Is this really that over-the-top violent as congressmen claimed?

Perhaps the HD graphics of today distort my views on the game, but the violence seems so cartoony and over-the-top, especially when you compare it to the upcoming MK title. It's not as if we were up in arms over life-like actors and actresses mutilating each other for our own amusement. More than once while playing MKII, I thought to myself that the game wasn't so bad.

Or is it? I really can't find any redeeming values in the game (then again, what redeeming values are in Pole Position?), other than the fact that it's really fun to trash talk your loved ones after a close battle. Perhaps the bloody carnage helped us bond in ways that Tetris Party could not do.

But I'm curious to your own thoughts. If you have younger children or nieces/nephews, would you let them play this game now, under the guise that it isn't as "graphic" as the violent games of today? Or would you consider the game just as off-limits as your standard M-rated FPS?


damien said...

Welcome to my favorite Catholic Video Game blog. Enjoy your stay.

Regardless of the graphic quality, I have to ask myself; what's the point? Mutilating a human body does not appeal to me in a video game or in real life.

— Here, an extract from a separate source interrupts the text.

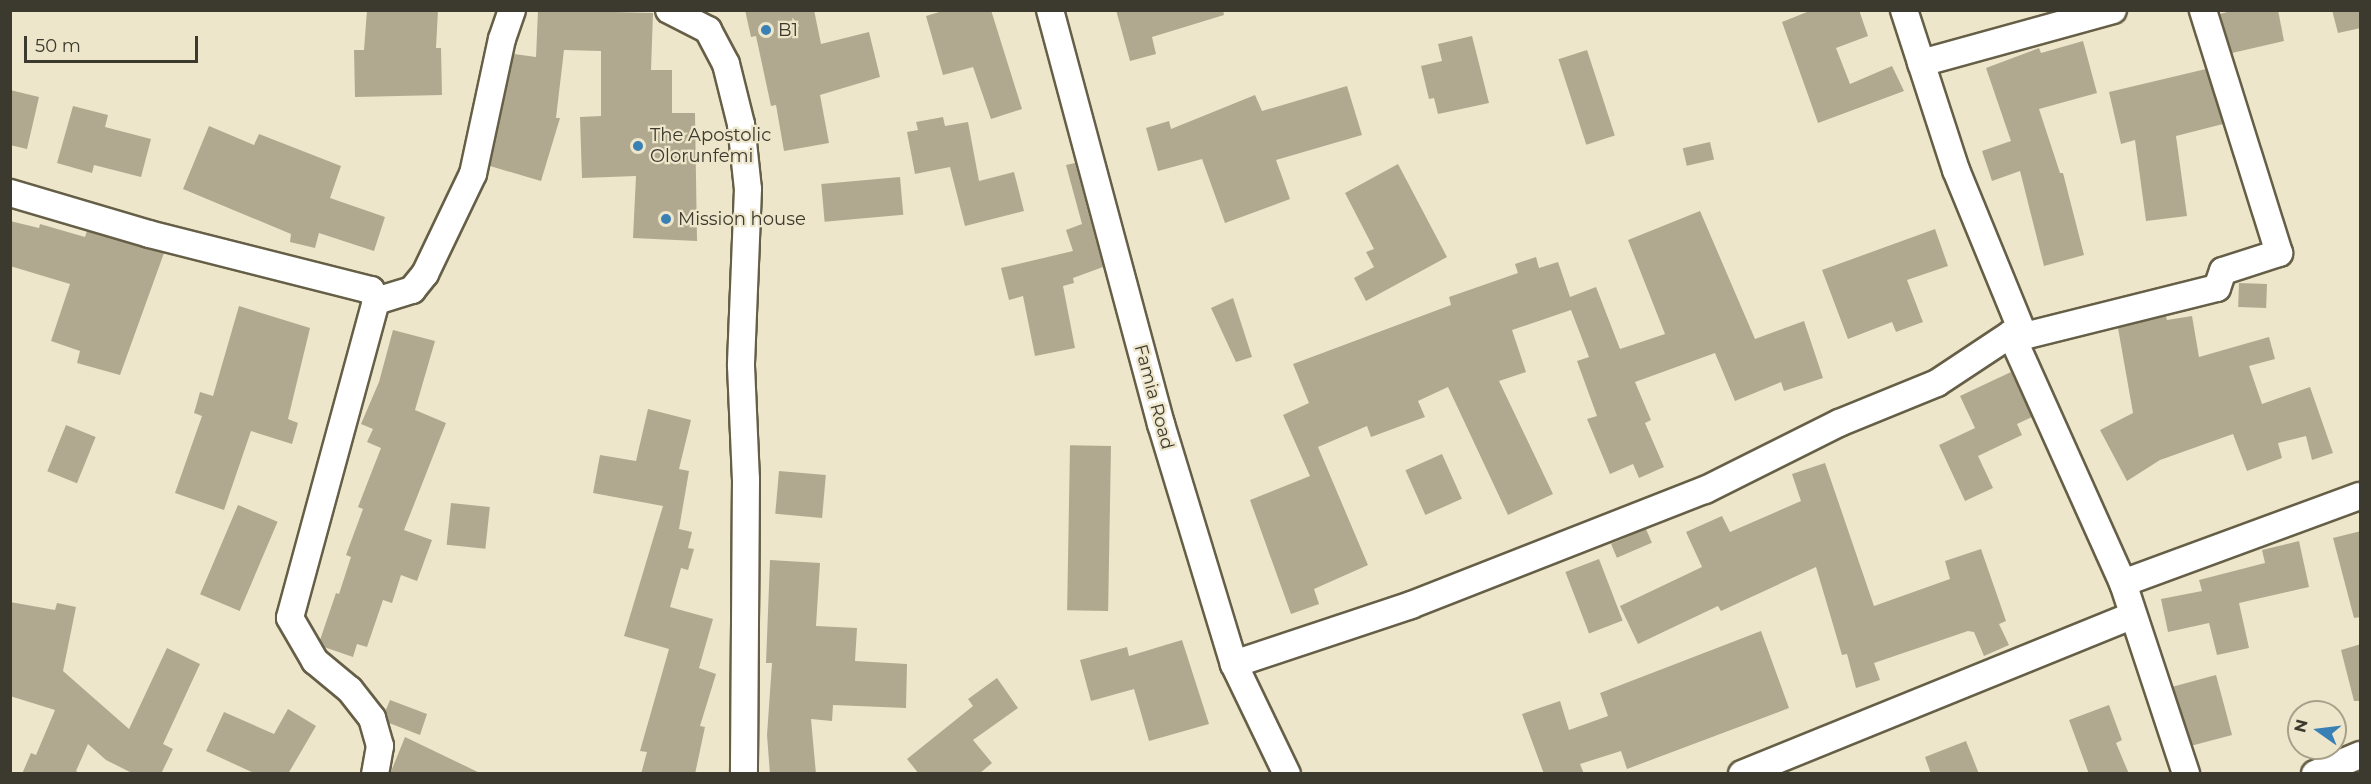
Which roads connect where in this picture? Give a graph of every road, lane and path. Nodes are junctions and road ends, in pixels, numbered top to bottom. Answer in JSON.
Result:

However, I would caution against the ever sprawling desensitization that enters through our eyes.

Super Smash Bros is my ultimate fighting game; combat becomes art.

dustin (The 16-bit Catholic) said...

Good point about not becoming desensitized. However, going by the logic that mutilating a human being is wrong in a game opens up the doors to so many other things, ridiculous as they may seem.

For instance, in Super Mario Brothers, Mario could easily get through the level without any casualties. He's been blessed with an amazing jumping skill, and could simply dodge all enemies. If he can avoid needless murder of goombas and koopa troopers, are their deaths unjust and immoral?

I could go on and on, but I think you get the point. Regardless, I salute you giving me a different perspective.